> Dataset entries
+--
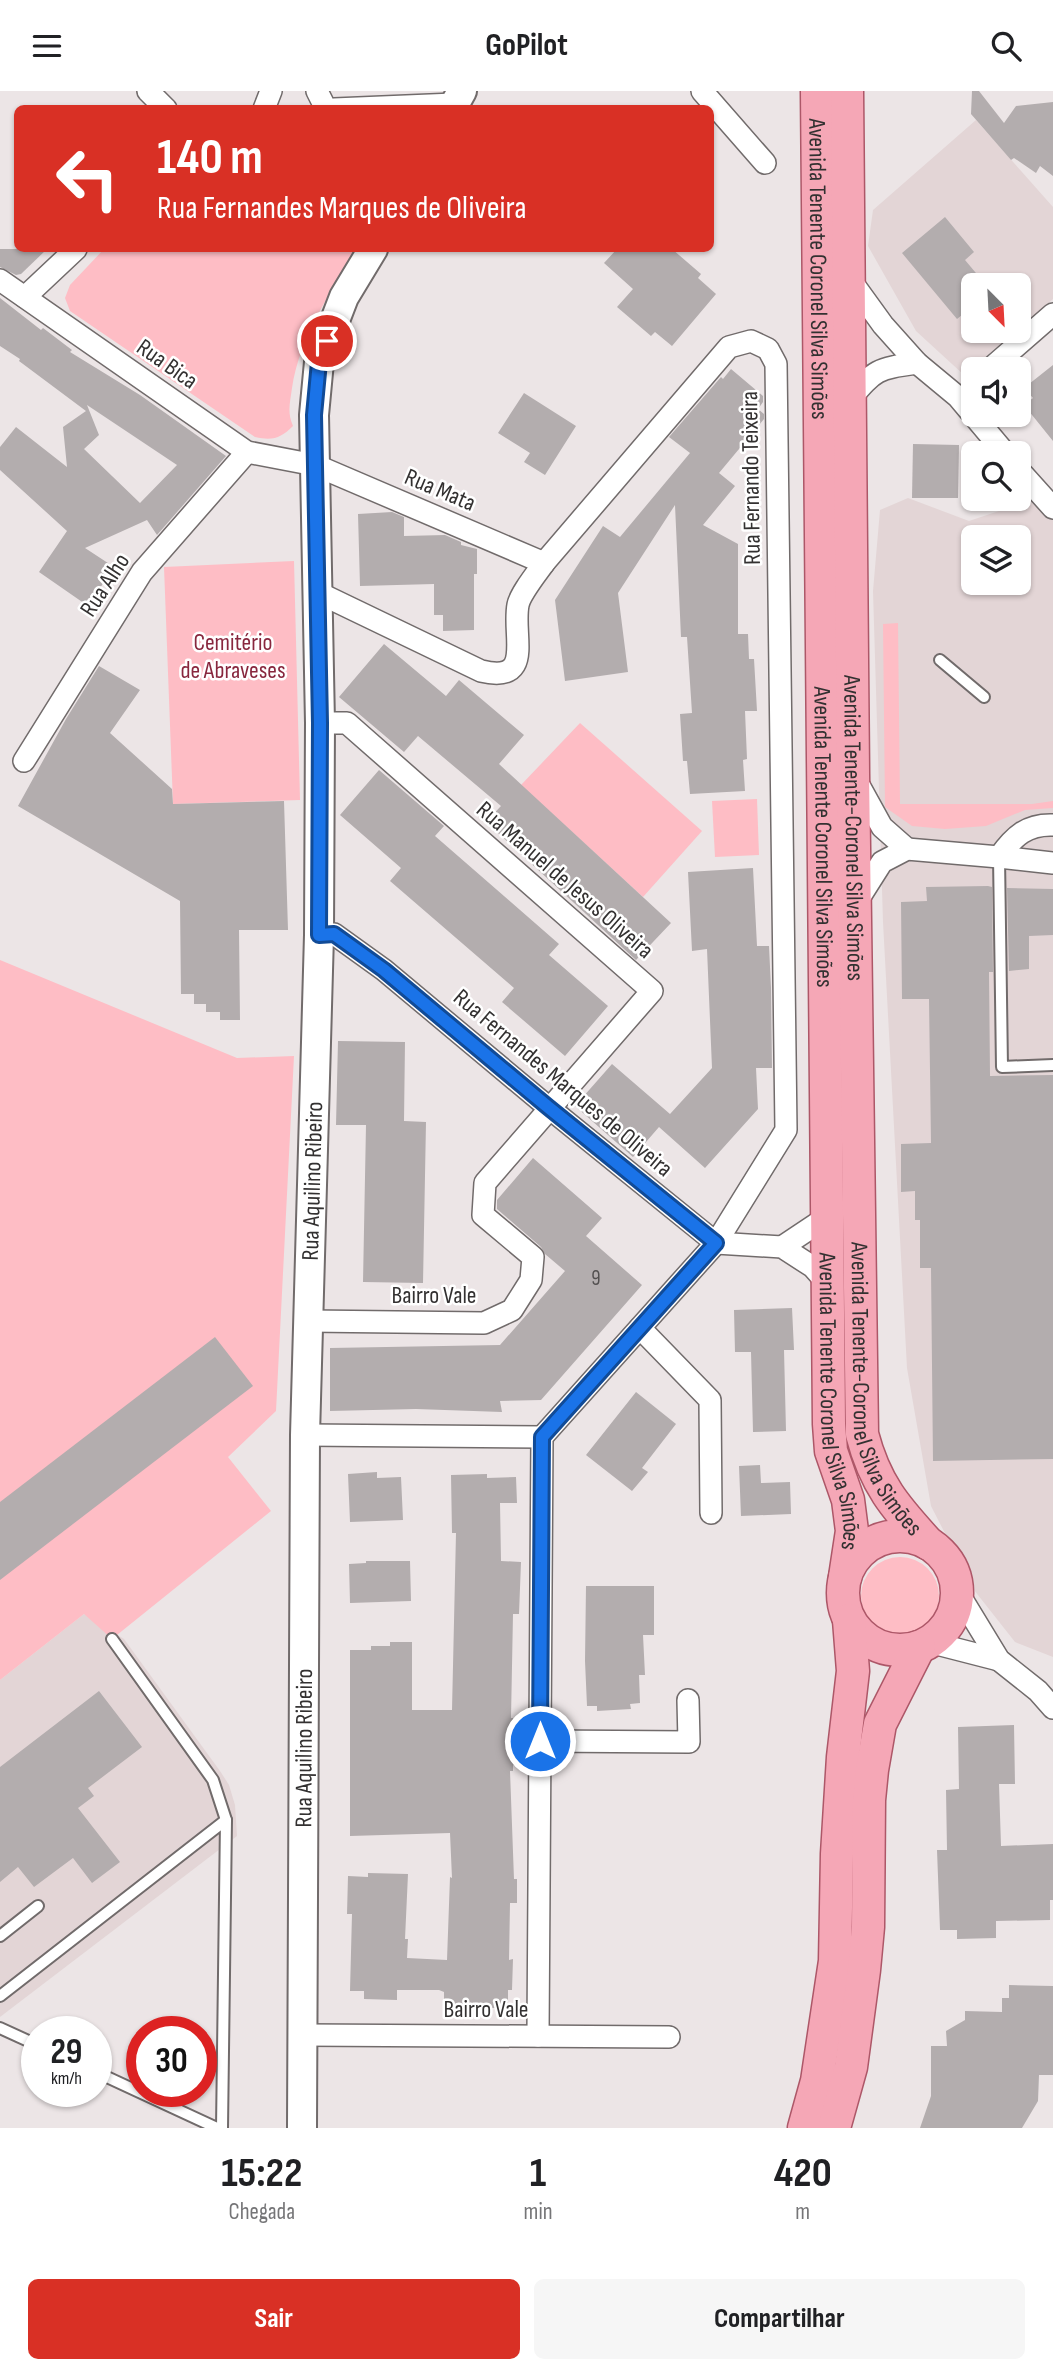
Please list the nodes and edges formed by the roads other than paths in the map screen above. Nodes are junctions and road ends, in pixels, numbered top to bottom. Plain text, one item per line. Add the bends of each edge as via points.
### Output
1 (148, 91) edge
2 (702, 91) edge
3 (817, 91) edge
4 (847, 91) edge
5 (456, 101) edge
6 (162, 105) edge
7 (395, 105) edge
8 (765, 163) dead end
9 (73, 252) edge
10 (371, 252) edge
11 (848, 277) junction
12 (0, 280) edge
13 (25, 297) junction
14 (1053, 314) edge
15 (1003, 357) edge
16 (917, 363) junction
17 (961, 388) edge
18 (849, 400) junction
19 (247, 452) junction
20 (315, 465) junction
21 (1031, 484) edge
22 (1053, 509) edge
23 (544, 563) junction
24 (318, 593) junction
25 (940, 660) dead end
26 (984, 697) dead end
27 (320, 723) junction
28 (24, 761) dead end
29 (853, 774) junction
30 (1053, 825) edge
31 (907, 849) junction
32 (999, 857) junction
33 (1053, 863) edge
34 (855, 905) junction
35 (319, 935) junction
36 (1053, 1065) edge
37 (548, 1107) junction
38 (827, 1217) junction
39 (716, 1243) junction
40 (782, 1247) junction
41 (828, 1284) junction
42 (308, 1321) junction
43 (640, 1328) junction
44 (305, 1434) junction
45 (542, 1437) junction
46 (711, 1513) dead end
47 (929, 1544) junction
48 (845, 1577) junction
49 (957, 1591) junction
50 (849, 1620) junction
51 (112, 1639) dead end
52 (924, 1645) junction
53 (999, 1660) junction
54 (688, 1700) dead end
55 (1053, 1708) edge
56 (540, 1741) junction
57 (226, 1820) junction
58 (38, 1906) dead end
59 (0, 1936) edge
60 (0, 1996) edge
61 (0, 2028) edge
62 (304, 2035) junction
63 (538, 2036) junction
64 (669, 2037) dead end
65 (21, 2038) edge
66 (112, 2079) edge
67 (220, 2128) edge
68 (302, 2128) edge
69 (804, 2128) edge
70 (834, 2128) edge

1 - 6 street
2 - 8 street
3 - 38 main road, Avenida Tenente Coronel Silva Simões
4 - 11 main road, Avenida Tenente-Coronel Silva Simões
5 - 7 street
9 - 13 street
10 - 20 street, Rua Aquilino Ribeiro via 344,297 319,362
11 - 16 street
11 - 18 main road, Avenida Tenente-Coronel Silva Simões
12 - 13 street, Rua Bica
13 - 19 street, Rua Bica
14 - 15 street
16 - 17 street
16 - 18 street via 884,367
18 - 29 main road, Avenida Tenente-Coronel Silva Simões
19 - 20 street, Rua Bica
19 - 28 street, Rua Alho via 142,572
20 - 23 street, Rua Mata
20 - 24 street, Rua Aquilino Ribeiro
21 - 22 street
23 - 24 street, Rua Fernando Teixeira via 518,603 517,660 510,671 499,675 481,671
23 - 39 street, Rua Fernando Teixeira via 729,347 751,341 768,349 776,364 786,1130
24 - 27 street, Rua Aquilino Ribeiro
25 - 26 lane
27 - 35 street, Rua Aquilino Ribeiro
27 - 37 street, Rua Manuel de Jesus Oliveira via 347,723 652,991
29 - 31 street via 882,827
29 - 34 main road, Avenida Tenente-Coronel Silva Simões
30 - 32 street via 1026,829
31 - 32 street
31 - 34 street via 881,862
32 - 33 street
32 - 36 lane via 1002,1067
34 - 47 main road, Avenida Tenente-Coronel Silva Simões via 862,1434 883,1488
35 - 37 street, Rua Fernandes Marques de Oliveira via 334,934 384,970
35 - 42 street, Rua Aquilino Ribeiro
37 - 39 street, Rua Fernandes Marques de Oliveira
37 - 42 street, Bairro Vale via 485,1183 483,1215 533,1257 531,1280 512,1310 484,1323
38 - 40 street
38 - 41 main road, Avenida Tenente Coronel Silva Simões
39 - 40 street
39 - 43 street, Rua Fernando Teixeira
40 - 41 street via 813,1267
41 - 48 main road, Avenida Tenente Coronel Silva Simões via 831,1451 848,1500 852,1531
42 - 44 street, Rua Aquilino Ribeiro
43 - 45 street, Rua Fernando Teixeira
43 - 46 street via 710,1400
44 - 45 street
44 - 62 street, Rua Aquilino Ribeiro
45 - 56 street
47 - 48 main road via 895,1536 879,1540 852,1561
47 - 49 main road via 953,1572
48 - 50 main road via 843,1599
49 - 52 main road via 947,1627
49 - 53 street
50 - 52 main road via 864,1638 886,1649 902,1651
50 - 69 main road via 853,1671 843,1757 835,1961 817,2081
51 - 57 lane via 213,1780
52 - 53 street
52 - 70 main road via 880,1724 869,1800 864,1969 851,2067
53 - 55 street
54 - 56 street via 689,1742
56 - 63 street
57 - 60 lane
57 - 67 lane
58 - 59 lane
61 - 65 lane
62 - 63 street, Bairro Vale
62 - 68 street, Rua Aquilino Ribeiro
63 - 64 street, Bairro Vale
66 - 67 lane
+--
> Exercise prompt
With the images left out, output all the entries above exactly.

> Task answer
Please list the nodes and edges formed by the roads other than paths in the map screen above. Nodes are junctions and road ends, in pixels, numbered top to bottom. Plain text, one item per line. Add the bends of each edge as via points.
### Output
1 (148, 91) edge
2 (702, 91) edge
3 (817, 91) edge
4 (847, 91) edge
5 (456, 101) edge
6 (162, 105) edge
7 (395, 105) edge
8 (765, 163) dead end
9 (73, 252) edge
10 (371, 252) edge
11 (848, 277) junction
12 (0, 280) edge
13 (25, 297) junction
14 (1053, 314) edge
15 (1003, 357) edge
16 (917, 363) junction
17 (961, 388) edge
18 (849, 400) junction
19 (247, 452) junction
20 (315, 465) junction
21 (1031, 484) edge
22 (1053, 509) edge
23 (544, 563) junction
24 (318, 593) junction
25 (940, 660) dead end
26 (984, 697) dead end
27 (320, 723) junction
28 (24, 761) dead end
29 (853, 774) junction
30 (1053, 825) edge
31 (907, 849) junction
32 (999, 857) junction
33 (1053, 863) edge
34 (855, 905) junction
35 (319, 935) junction
36 (1053, 1065) edge
37 (548, 1107) junction
38 (827, 1217) junction
39 (716, 1243) junction
40 (782, 1247) junction
41 (828, 1284) junction
42 (308, 1321) junction
43 (640, 1328) junction
44 (305, 1434) junction
45 (542, 1437) junction
46 (711, 1513) dead end
47 (929, 1544) junction
48 (845, 1577) junction
49 (957, 1591) junction
50 (849, 1620) junction
51 (112, 1639) dead end
52 (924, 1645) junction
53 (999, 1660) junction
54 (688, 1700) dead end
55 (1053, 1708) edge
56 (540, 1741) junction
57 (226, 1820) junction
58 (38, 1906) dead end
59 (0, 1936) edge
60 (0, 1996) edge
61 (0, 2028) edge
62 (304, 2035) junction
63 (538, 2036) junction
64 (669, 2037) dead end
65 (21, 2038) edge
66 (112, 2079) edge
67 (220, 2128) edge
68 (302, 2128) edge
69 (804, 2128) edge
70 (834, 2128) edge

1 - 6 street
2 - 8 street
3 - 38 main road, Avenida Tenente Coronel Silva Simões
4 - 11 main road, Avenida Tenente-Coronel Silva Simões
5 - 7 street
9 - 13 street
10 - 20 street, Rua Aquilino Ribeiro via 344,297 319,362
11 - 16 street
11 - 18 main road, Avenida Tenente-Coronel Silva Simões
12 - 13 street, Rua Bica
13 - 19 street, Rua Bica
14 - 15 street
16 - 17 street
16 - 18 street via 884,367
18 - 29 main road, Avenida Tenente-Coronel Silva Simões
19 - 20 street, Rua Bica
19 - 28 street, Rua Alho via 142,572
20 - 23 street, Rua Mata
20 - 24 street, Rua Aquilino Ribeiro
21 - 22 street
23 - 24 street, Rua Fernando Teixeira via 518,603 517,660 510,671 499,675 481,671
23 - 39 street, Rua Fernando Teixeira via 729,347 751,341 768,349 776,364 786,1130
24 - 27 street, Rua Aquilino Ribeiro
25 - 26 lane
27 - 35 street, Rua Aquilino Ribeiro
27 - 37 street, Rua Manuel de Jesus Oliveira via 347,723 652,991
29 - 31 street via 882,827
29 - 34 main road, Avenida Tenente-Coronel Silva Simões
30 - 32 street via 1026,829
31 - 32 street
31 - 34 street via 881,862
32 - 33 street
32 - 36 lane via 1002,1067
34 - 47 main road, Avenida Tenente-Coronel Silva Simões via 862,1434 883,1488
35 - 37 street, Rua Fernandes Marques de Oliveira via 334,934 384,970
35 - 42 street, Rua Aquilino Ribeiro
37 - 39 street, Rua Fernandes Marques de Oliveira
37 - 42 street, Bairro Vale via 485,1183 483,1215 533,1257 531,1280 512,1310 484,1323
38 - 40 street
38 - 41 main road, Avenida Tenente Coronel Silva Simões
39 - 40 street
39 - 43 street, Rua Fernando Teixeira
40 - 41 street via 813,1267
41 - 48 main road, Avenida Tenente Coronel Silva Simões via 831,1451 848,1500 852,1531
42 - 44 street, Rua Aquilino Ribeiro
43 - 45 street, Rua Fernando Teixeira
43 - 46 street via 710,1400
44 - 45 street
44 - 62 street, Rua Aquilino Ribeiro
45 - 56 street
47 - 48 main road via 895,1536 879,1540 852,1561
47 - 49 main road via 953,1572
48 - 50 main road via 843,1599
49 - 52 main road via 947,1627
49 - 53 street
50 - 52 main road via 864,1638 886,1649 902,1651
50 - 69 main road via 853,1671 843,1757 835,1961 817,2081
51 - 57 lane via 213,1780
52 - 53 street
52 - 70 main road via 880,1724 869,1800 864,1969 851,2067
53 - 55 street
54 - 56 street via 689,1742
56 - 63 street
57 - 60 lane
57 - 67 lane
58 - 59 lane
61 - 65 lane
62 - 63 street, Bairro Vale
62 - 68 street, Rua Aquilino Ribeiro
63 - 64 street, Bairro Vale
66 - 67 lane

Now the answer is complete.